▼
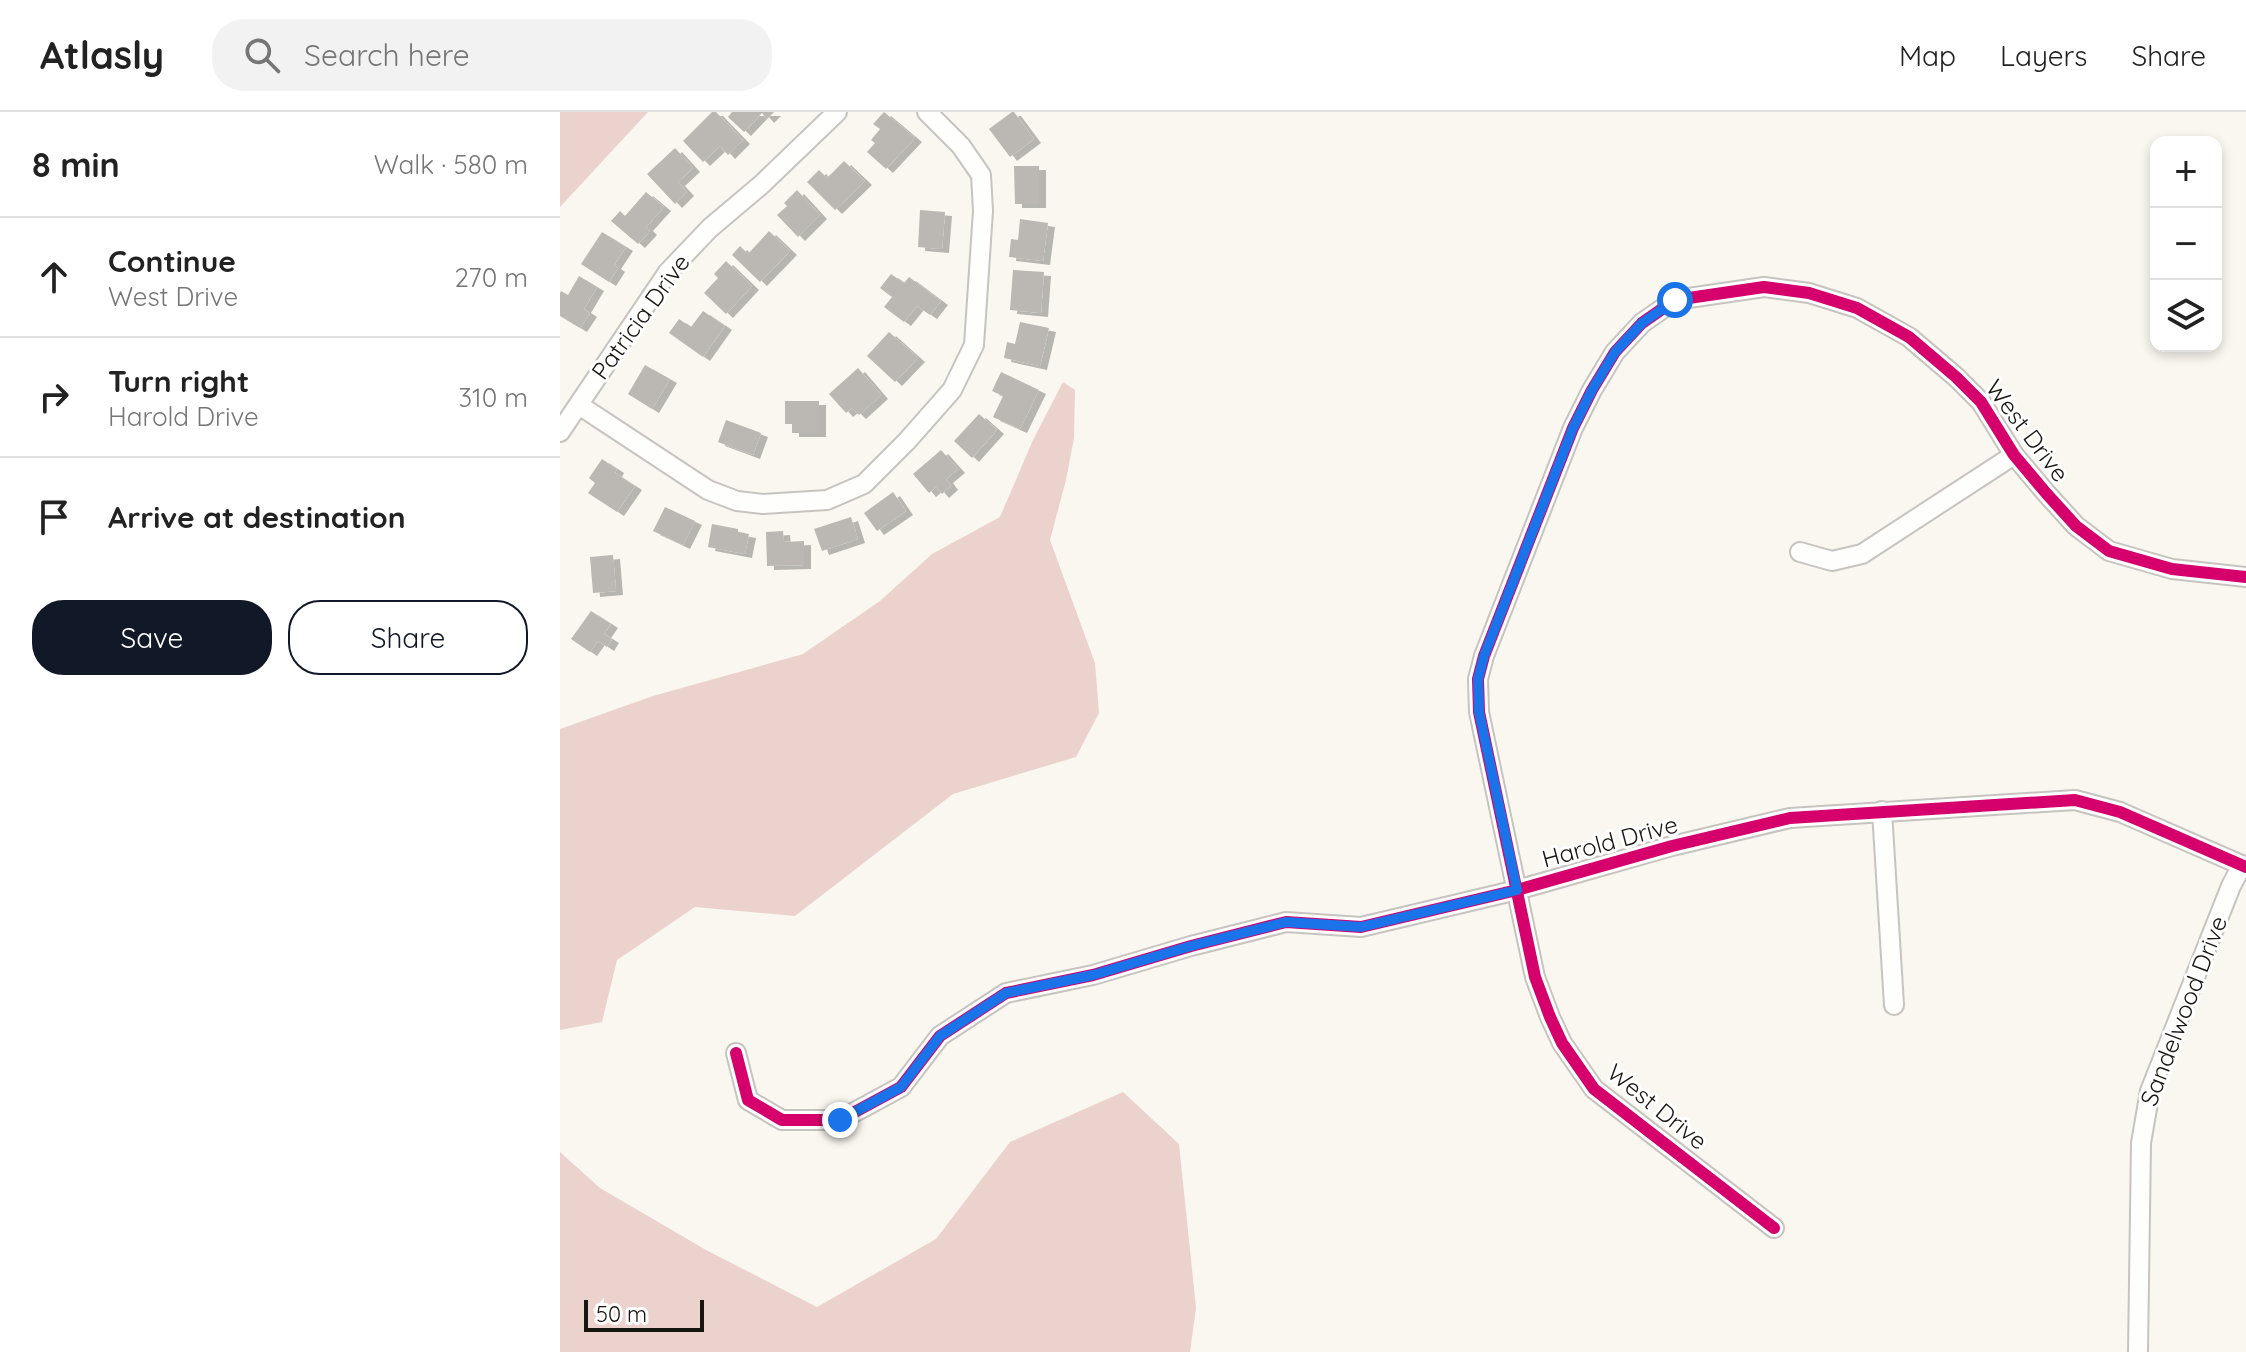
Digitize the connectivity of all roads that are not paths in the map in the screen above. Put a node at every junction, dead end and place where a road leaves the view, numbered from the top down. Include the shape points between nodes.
1 (837, 112) edge
2 (927, 112) edge
3 (579, 405) junction
4 (560, 432) edge
5 (2014, 455) junction
6 (1800, 552) dead end
7 (2246, 577) edge
8 (1882, 811) junction
9 (2244, 866) edge
10 (1517, 890) junction
11 (1894, 1005) dead end
12 (736, 1053) dead end
13 (1774, 1228) dead end
14 (2138, 1352) edge

1 - 3 street, Patricia Drive via 668,272
2 - 3 street via 981,175 974,345 952,390 864,484 827,500 737,501 708,490
3 - 4 street, Patricia Drive
5 - 6 street via 1862,554 1832,561
5 - 7 street, West Drive via 2076,526 2109,551 2172,569
5 - 10 street, West Drive via 1981,402 1956,377 1909,337 1857,308 1809,293 1764,287 1675,300 1642,323 1615,352 1573,428 1478,679 1479,712
8 - 9 street, Harold Drive via 2075,800 2120,812
8 - 10 street, Harold Drive via 1790,818
8 - 11 street
9 - 14 street, Sandelwood Drive via 2231,886 2145,1111
10 - 12 street, Harold Drive via 1361,927 1286,922 1006,993 940,1036 901,1087 840,1120 782,1120 748,1100
10 - 13 street, West Drive via 1535,977 1550,1017 1594,1089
▲
* **Task goal**
Where an entry contains an image, skip the image; repeat everything else exactly.

* **Written solution**
Digitize the connectivity of all roads that are not paths in the map in the screen above. Put a node at every junction, dead end and place where a road leaves the view, numbered from the top down. Include the shape points between nodes.
1 (837, 112) edge
2 (927, 112) edge
3 (579, 405) junction
4 (560, 432) edge
5 (2014, 455) junction
6 (1800, 552) dead end
7 (2246, 577) edge
8 (1882, 811) junction
9 (2244, 866) edge
10 (1517, 890) junction
11 (1894, 1005) dead end
12 (736, 1053) dead end
13 (1774, 1228) dead end
14 (2138, 1352) edge

1 - 3 street, Patricia Drive via 668,272
2 - 3 street via 981,175 974,345 952,390 864,484 827,500 737,501 708,490
3 - 4 street, Patricia Drive
5 - 6 street via 1862,554 1832,561
5 - 7 street, West Drive via 2076,526 2109,551 2172,569
5 - 10 street, West Drive via 1981,402 1956,377 1909,337 1857,308 1809,293 1764,287 1675,300 1642,323 1615,352 1573,428 1478,679 1479,712
8 - 9 street, Harold Drive via 2075,800 2120,812
8 - 10 street, Harold Drive via 1790,818
8 - 11 street
9 - 14 street, Sandelwood Drive via 2231,886 2145,1111
10 - 12 street, Harold Drive via 1361,927 1286,922 1006,993 940,1036 901,1087 840,1120 782,1120 748,1100
10 - 13 street, West Drive via 1535,977 1550,1017 1594,1089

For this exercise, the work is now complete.